Pourquoi ça ne fait pas parti de mes meilleurs souvenirs… (rires) Je ne suis pas rentré chez SNK de gaîté de cœur. A l’origine, je travaillais pour NASCA, le développeur de la série Metal Slug,  une filiale de SNK qui a, ensuite, été réabsorbée. Comme vous le savez, SNK produisait énormément de jeux de baston, comme les King Of Fighters ou les Fatal Fury. Et ce n’était pas du tout le genre de jeux que je voulais créer… Je n’étais pas là par choix et pourtant j’étais obligé de travailler sur des jeux qui ne m’intéressaient pas. Ce n’est pas parce que SNK était une mauvaise compagnie que je suis parti, mais tout simplement parce que les plans à moyens et longs termes ne concernaient que l’exploitation de licences de combat en arcade. Je suis juste parti chez Capcom parce que le format console me semblait plus à même de véhiculer mes idées. Je n’ai rien contre SNK, j’y ai encore des amis, mais l’entreprise ne me correspondait pas du tout. Voilà tout.

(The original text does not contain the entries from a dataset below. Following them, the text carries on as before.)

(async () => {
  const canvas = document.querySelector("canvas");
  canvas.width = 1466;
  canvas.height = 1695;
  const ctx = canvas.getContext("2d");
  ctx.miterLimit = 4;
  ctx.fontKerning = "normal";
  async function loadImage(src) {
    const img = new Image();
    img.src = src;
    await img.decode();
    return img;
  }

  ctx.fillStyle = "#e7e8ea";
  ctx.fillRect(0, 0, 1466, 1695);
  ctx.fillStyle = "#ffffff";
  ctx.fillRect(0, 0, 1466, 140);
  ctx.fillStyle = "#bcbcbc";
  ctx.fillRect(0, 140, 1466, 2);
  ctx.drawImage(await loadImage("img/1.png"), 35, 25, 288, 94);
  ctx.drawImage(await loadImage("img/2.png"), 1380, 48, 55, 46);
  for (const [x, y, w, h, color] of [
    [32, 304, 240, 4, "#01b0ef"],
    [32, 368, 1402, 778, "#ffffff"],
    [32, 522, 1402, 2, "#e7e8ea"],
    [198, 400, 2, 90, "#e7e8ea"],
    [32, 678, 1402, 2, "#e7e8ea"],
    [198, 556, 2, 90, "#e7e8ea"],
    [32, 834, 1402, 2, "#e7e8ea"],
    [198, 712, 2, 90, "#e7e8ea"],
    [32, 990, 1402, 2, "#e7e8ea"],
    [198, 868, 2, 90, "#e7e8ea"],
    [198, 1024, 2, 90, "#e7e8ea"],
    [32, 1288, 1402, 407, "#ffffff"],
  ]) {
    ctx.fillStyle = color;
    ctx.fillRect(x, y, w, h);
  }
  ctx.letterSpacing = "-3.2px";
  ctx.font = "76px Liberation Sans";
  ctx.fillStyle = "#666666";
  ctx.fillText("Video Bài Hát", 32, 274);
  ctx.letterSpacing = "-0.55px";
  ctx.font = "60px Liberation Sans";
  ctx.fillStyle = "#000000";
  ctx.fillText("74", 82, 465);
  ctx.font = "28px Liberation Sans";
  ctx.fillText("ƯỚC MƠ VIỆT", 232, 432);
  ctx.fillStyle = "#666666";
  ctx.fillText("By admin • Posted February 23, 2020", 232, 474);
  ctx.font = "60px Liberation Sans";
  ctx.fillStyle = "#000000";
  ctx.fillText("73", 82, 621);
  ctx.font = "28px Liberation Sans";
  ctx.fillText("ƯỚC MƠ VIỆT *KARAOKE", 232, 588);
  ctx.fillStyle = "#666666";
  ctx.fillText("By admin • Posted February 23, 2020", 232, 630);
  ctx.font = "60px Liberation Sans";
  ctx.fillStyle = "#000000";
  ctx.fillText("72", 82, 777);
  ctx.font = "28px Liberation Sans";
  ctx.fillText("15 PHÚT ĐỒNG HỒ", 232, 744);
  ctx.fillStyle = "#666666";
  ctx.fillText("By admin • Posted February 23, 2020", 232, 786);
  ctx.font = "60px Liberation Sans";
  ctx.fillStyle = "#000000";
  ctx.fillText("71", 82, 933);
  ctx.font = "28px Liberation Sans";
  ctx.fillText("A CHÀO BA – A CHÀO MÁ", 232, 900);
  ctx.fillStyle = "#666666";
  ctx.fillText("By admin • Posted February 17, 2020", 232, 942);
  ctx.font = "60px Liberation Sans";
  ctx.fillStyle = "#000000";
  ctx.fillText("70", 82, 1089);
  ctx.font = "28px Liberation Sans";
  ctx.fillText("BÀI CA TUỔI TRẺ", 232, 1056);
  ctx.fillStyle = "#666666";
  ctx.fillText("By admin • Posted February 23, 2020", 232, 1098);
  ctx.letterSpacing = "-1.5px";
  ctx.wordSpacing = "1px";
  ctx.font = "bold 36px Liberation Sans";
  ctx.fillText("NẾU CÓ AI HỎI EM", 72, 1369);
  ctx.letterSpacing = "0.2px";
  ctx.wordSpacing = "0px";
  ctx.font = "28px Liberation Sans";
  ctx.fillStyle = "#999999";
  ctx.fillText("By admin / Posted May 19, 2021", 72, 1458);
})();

Pourquoi avoir postulé à Capcom ? Pour Resident Evil ?

Oui, pour Resident Evil ! Pendant une pause, alors que je travaillais toujours chez SNK, j’ouvre Famitsu (NDLR : magazine de jeu vidéo leader au Japon) et je vois une annonce de recrutement pour le prochain Resident Evil, le 2 venant tout juste de sortir. Je me suis dit : «  C’est ma chance ! ». J’ai postulé et j’ai été pris.

Avez-vous été frustré alors de ne jamais réellement participer au développement d’un Resident Evil ?

Lorsque j’ai passé mon entretien d’embauche, on m’a dit : « Votre profil nous intéresse beaucoup, mais nous pensons que vous seriez mieux dans une autre équipe que celle de Resident Evil, mais toujours en tant que producteur. » J’ai eu beau insister pour intégrer l’équipe de Resident Evil,  j’ai fini par atterrir dans une autre équipe. En fait, à produire d’autres jeux qui étaient finalement miens, ça m’a permis de ne pas me sentir frustré…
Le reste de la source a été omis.